Well, 0x1p-51 is a zero for all practical purposes, if you didn't understand what I've wrote. There's no sense in pursuing reproduction of my result - I get it, but for you to get you have to use all tools that I use. Here's exact my code which I'm compiling with GCC 13.2 (x64devkit) on Windows 10, on Ryzen 3700X. Don't be puzzled - it does return 0 on my machine. Why? You decide.

#include <math.h>
#include <stdio.h>

double fgcd( double a, double b )
{
    a = fabs( a );
    b = fabs( b );

    if( a < b )
    {
        double t = a;
        a = b;
        b = t;
    }

    while( b ) {
        a = fabs( fmod( a, b ) );
        double t = a;
        a = b;
        b = t;
    }

    return a;
}

int main()
{
    printf( "%e\n", fgcd( exp(1.0),asin(1.0)));
}

avaneev commented 9 months ago

I was actually mistaken - the result I get is 4.440892e-016, which I've errorneously displayed as 0.000000. But it's different to yours anyway.

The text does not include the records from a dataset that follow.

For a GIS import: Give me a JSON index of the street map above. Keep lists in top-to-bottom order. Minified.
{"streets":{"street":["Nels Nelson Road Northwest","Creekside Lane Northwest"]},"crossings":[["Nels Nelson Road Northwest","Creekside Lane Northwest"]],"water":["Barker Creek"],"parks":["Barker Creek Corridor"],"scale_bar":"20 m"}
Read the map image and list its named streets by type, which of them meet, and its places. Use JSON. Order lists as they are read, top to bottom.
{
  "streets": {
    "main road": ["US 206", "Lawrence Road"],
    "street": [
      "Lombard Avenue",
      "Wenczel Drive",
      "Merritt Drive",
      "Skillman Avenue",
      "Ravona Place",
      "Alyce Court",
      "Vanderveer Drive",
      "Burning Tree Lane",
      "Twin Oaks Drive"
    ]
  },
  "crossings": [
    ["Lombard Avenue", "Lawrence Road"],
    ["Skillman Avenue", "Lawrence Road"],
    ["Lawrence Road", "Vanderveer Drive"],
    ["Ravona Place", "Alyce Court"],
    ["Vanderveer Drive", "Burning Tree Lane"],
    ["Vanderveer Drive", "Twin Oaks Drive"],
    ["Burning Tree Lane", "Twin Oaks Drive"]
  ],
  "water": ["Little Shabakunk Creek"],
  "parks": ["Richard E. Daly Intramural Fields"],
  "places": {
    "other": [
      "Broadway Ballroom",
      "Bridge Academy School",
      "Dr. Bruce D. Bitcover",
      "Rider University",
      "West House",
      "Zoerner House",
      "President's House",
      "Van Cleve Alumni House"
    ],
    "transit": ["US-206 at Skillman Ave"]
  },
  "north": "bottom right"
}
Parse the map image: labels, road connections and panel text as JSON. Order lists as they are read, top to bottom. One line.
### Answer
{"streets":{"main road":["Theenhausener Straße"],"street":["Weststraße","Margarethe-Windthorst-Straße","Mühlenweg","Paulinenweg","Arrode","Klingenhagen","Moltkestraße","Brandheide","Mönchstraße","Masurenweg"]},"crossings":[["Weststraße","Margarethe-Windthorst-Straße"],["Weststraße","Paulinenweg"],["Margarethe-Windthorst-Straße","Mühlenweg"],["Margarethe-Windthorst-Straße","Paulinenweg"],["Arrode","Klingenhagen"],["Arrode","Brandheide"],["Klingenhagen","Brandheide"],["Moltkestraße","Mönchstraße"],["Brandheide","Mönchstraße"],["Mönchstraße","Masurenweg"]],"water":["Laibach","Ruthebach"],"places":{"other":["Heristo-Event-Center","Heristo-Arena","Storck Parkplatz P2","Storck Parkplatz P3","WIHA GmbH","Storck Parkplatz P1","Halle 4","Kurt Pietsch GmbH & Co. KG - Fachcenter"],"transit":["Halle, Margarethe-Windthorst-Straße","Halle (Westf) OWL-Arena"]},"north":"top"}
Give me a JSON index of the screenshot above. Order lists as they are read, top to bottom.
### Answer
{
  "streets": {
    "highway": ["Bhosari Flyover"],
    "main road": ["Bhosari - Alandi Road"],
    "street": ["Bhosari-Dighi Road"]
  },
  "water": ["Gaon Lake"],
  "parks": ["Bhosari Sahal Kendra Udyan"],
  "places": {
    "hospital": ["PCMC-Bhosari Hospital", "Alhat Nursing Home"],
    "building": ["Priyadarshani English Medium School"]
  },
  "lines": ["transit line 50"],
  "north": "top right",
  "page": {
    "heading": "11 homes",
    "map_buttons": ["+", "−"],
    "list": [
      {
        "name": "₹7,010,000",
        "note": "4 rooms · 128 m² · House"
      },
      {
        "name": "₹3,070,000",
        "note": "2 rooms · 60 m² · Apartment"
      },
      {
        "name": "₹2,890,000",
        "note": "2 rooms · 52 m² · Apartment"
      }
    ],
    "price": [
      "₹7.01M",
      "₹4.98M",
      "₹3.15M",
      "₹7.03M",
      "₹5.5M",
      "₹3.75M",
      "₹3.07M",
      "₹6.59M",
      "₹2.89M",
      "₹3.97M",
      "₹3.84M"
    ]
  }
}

avaneev commented 9 months ago

I wasn't using -ffast-math, BTW.

avaneev commented 9 months ago

Ah, it's the same result 4.440892e-016 ~ 0x1p-51 like yours. Except anything below 1 is unusable in r8brain-free-src for obvious reasons. So your code is correct except the result is unusable since practically it's just zero, if you account for Epsilon equality tolerance. What I do not understand is that you resist that two irrational numbers of whatever precision have only one common divisor - 1. In this respect your code returns invalid result. We are talking about floating-point numbers, and not integers like you mention.

mvduin commented 9 months ago

I haven't looked at the code in detail, why exactly is anything below 1 unusable? What if someone has some non-audio data set that is genuinely sampled at 0.5 Hz and they want to interpolate it to 0.75 Hz? I don't really see why that would be a problem, that's just a straightforward 2-to-3 upsampling, and my fgcd would indeed return 0.25 as GCD and if you removed the "GCD < 1" check from getWholeStepping() it would correctly determine ResInStep=2 and ResOutStep=3.

I appreciate that GCD for rational numbers may be an unfamiliar but it is a well-defined concept in mathematics. There's a many ways to define it, some easier to understand than others:

For any integer d it's easy to see that gcd( d*a, n*d ) = abs(d)*gcd( a, b ) at least when a and b are integer but if we take this as a required property of gcd we can use it to extend gcd to rational numbers by defining gcd( a/d, b/d ) = gcd( a, b )/abs(d).
gcd( x, y ) is the largest number g such that x and y are integer multiples of g.
gcd( x, y ) is the unique non-negative number g such that x/g and y/g are coprime integers.
gcd( x, y ) is the unique non-negative number g such that x and y are integer multiples of g and g is an integer linear combination of x and y.
gcd( x, y ) is the unique non-negative number g that generates the (additive) group generated by x and y.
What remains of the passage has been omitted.